Nella prima puntata, avevamo rilevato che il futuro della Biblioteca di Mesagne è stato pensato… come “community library”; già, una espressione ampollosa, (coniata a livello della Giunta Regionale pugliese) per dire “biblioteca della comunità”. E questa sì che è una bella espressione; perché presuppone un’idea di “comunità”; e quindi una visione della realtà sociale, e del modo in cui essa si sta muovendo e articolando; oppure (e anche) della direzione verso cui la si vuol dirigere.

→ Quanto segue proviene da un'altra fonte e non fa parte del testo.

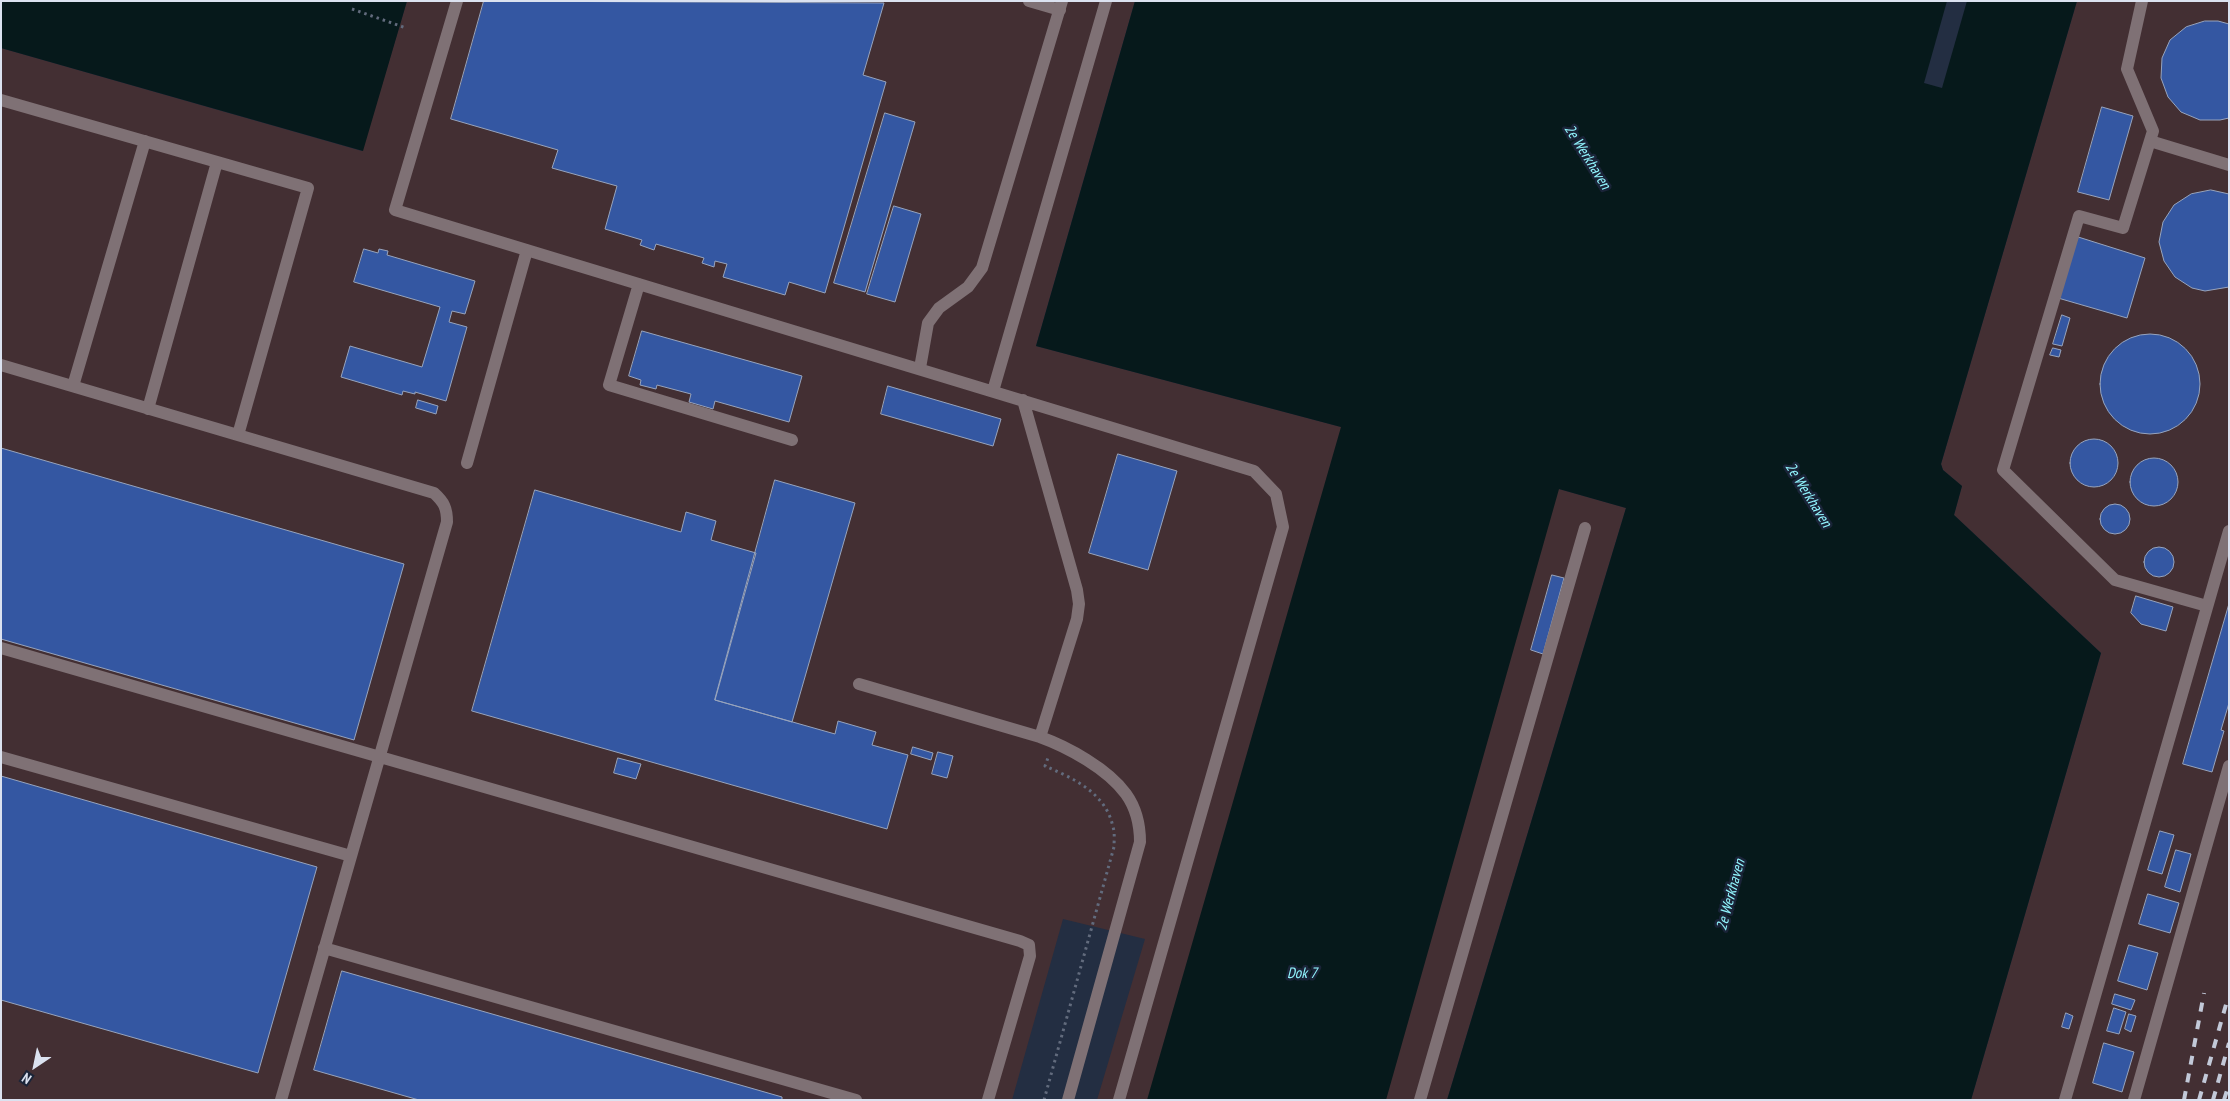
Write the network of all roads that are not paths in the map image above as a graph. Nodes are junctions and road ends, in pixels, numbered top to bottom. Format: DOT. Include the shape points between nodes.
graph roads {
  1 [pos="457,1"];
  2 [pos="1029,1"];
  3 [pos="1106,1"];
  4 [pos="2142,1"];
  5 [pos="1061,6"];
  6 [pos="1,100"];
  7 [pos="2150,141"];
  8 [pos="144,142"];
  9 [pos="217,162"];
  10 [pos="2229,165"];
  11 [pos="527,250"];
  12 [pos="639,284"];
  13 [pos="1,365"];
  14 [pos="920,368"];
  15 [pos="73,386"];
  16 [pos="993,391"];
  17 [pos="1023,400"];
  18 [pos="148,408"];
  19 [pos="238,435"];
  20 [pos="792,440"];
  21 [pos="467,463"];
  22 [pos="1584,528"];
  23 [pos="2229,531"];
  24 [pos="2206,606"];
  25 [pos="1,648"];
  26 [pos="859,684"];
  27 [pos="1040,737"];
  28 [pos="379,756"];
  29 [pos="1,757"];
  30 [pos="2229,766"];
  31 [pos="351,856"];
  32 [pos="324,948"];
  33 [pos="281,1100"];
  34 [pos="856,1100"];
  35 [pos="988,1100"];
  36 [pos="1068,1100"];
  37 [pos="1119,1100"];
  38 [pos="1420,1100"];
  39 [pos="2065,1100"];
  40 [pos="2134,1100"];
  1 -- 11 [label="lane" via="396,210"];
  2 -- 5 [label="lane"];
  3 -- 16 [label="lane"];
  4 -- 7 [label="lane" via="2127,69 2153,131"];
  5 -- 14 [label="lane" via="982,268 968,287 939,308 928,323"];
  6 -- 8 [label="lane"];
  7 -- 10 [label="lane"];
  7 -- 24 [label="lane" via="2123,228 2079,216 2003,470 2115,580"];
  8 -- 9 [label="lane"];
  8 -- 15 [label="lane"];
  9 -- 18 [label="lane"];
  9 -- 19 [label="lane" via="308,188"];
  11 -- 12 [label="lane"];
  11 -- 21 [label="lane"];
  12 -- 14 [label="lane"];
  12 -- 20 [label="lane" via="609,385"];
  13 -- 15 [label="lane"];
  14 -- 16 [label="lane"];
  15 -- 18 [label="lane"];
  16 -- 17 [label="lane"];
  17 -- 27 [label="lane" via="1079,604"];
  17 -- 37 [label="lane" via="1254,471 1276,494 1283,527"];
  18 -- 19 [label="lane"];
  19 -- 28 [label="lane" via="434,493 443,501 446,522"];
  22 -- 38 [label="lane"];
  23 -- 24 [label="lane"];
  24 -- 39 [label="lane"];
  25 -- 28 [label="lane"];
  26 -- 27 [label="lane"];
  27 -- 36 [label="lane" via="1076,753 1112,780 1126,794 1140,827 1140,842"];
  28 -- 31 [label="lane"];
  28 -- 35 [label="lane" via="1029,945 1030,956"];
  29 -- 31 [label="lane"];
  30 -- 40 [label="lane"];
  31 -- 32 [label="lane"];
  32 -- 33 [label="lane"];
  32 -- 34 [label="lane"];
}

Per immaginare il futuro, è necessario anzitutto, analizzare il presente; dopodiché, si pensano le politiche adatte ad orientare il movimento della società: sembra così ovvio!
Eppure, il progetto di “community library” non sembra affondare le radici nella realtà mesagnese, né dal punto di vista del’analisi, né da quello della prospettiva. Come se la “comunità” fosse un concetto assoluto, e non avesse bisogno di alcuna definizione; come se fosse un concetto primitivo, come il punto, la retta e il piano in geometria. Si sottovaluta il fatto che le “comunità” sono modi ben diversi e variegati in cui si organizza la vita dell’individuo; e che, specialmente nella fase storica attuale, l’individuale prevale sul sociale; e in una maniera vertiginosa. Comunità è un concetto complesso, è plurale, non singolare; indica le varie forme in cui si realizza la vita sociale, va affrontato con molta attenzione…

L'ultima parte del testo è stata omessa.